Textbook costs, which have risen 1041% since 1977, continue to increase more than the three times the rate of inflation every year. On average, students can expect to spend an average of $1,300 on textbooks and supplies, depending on what type of institution they attend, according to College Board.
Open-licensing makes textbooks free to share and adapt under Creative Commons. While students can download digital copies for free, the initiative will mitigate costs associated with hard copies by placing the burden of production on states or colleges.
Some of the textbooks will be sourced through OpenStax, a nonprofit based at Rice University that offers open and free access to textbooks covering STEM and the humanities. Students can download PDFs from the site for free or order physical copies printed at cost through Openstax’s Amazon or resellers.
While some places — like California, British Columbia, and Washington — offer grants to professors who decide to make their own open-licence textbook, Rhode Island will give “micro-grants” to professors as financial incentives for the time they spend finding new textbooks to incorporate into their classes.
The micro-grants range in the “hundreds of dollars,” a spokesman for the Rhode Island governor told Business Insider. Professors are also urged to adapt or suggest edits to parts of the textbook to better suit their curricula.
And while there are thousands of free textbooks out there, professors won’t go it alone in finding them.
“We’re in the process of training librarians in the schools that have decided to join the initiative,” Rhode Island chief innovation officer Richard Culatta told Business Insider. “They will already be familiar with the open-licence books that are already out there.”
Curtiss Barnes, a product and design manager at Pearson Education, the biggest publisher of textbooks in the UK and US market, isn’t convinced of the program’s viability though.
“There are real costs in developing the materials,” he told Business Insider. “Even if you’re crowdsourcing it, there are practical issues around who’s going to do it. Are they compensated, are you relying on your instructors or your faculty to develop them? Are they trading off research time, teaching time, or both? And who’s going to maintain that?”
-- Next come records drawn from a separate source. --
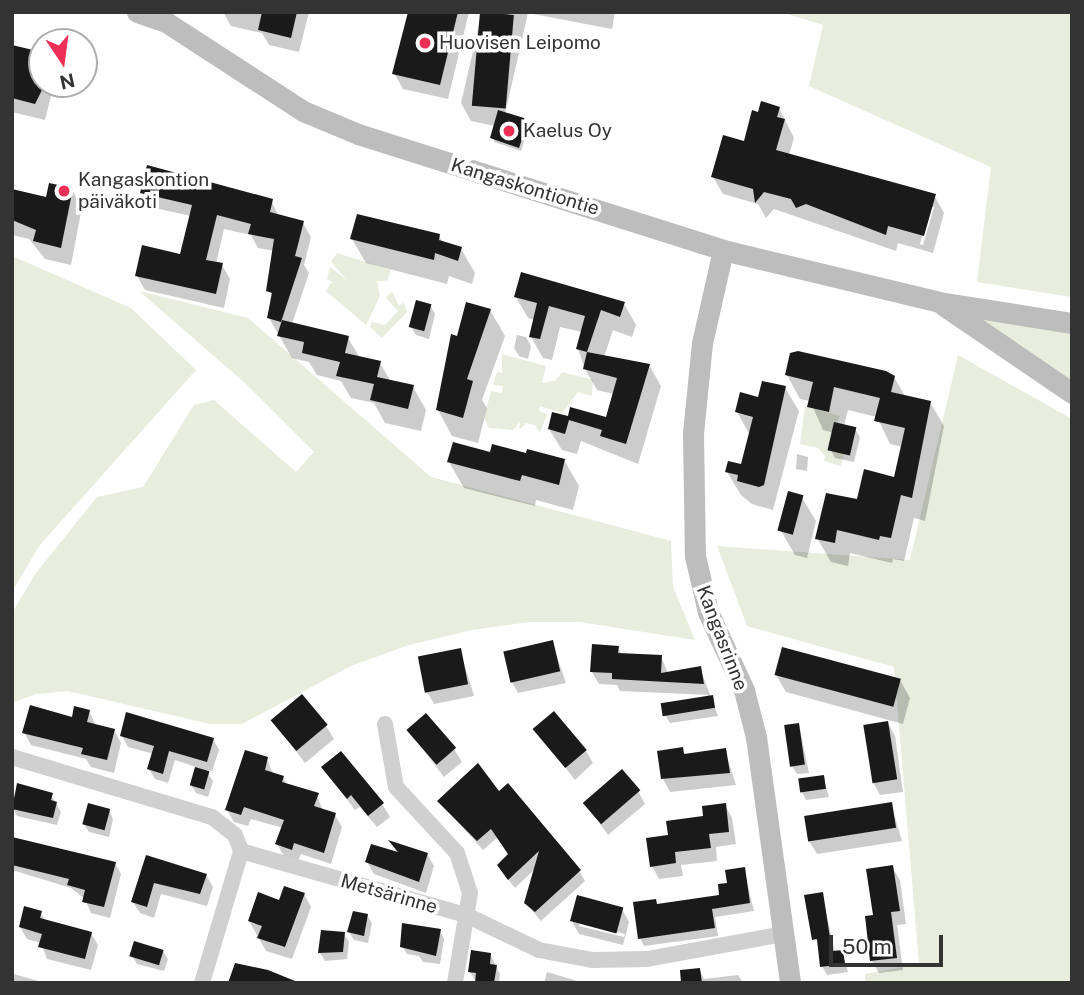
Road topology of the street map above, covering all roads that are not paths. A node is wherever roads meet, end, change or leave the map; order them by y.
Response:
1 (137, 12) edge
2 (723, 250) junction
3 (939, 302) junction
4 (1072, 323) edge
5 (1072, 393) edge
6 (385, 724) dead end
7 (12, 757) edge
8 (241, 851) junction
9 (466, 915) junction
10 (783, 934) junction
11 (202, 983) edge
12 (455, 983) edge
13 (790, 983) edge

1 - 2 street, Kangaskontiontie
2 - 3 street, Kangaskontiontie
2 - 10 street, Kangasrinne
3 - 4 street, Kangaskontiontie
3 - 5 street, Kangaskontiontie
6 - 9 street
7 - 8 street
8 - 9 street, Metsärinne
8 - 11 street
9 - 10 street, Metsärinne
9 - 12 street
10 - 13 street, Kangasrinne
While the initiative may have its doubters, the current numbers show sizable interest.
For example, the number of textbooks available on the Open Education Resources Commons, another open textbook site, reaches the tens of thousands, making the website a Wild West for free textbooks. Professor and college administrators face the difficult task of making sense of these policies and turning them into an operational business — even if the promise of less expensive education is tantalising.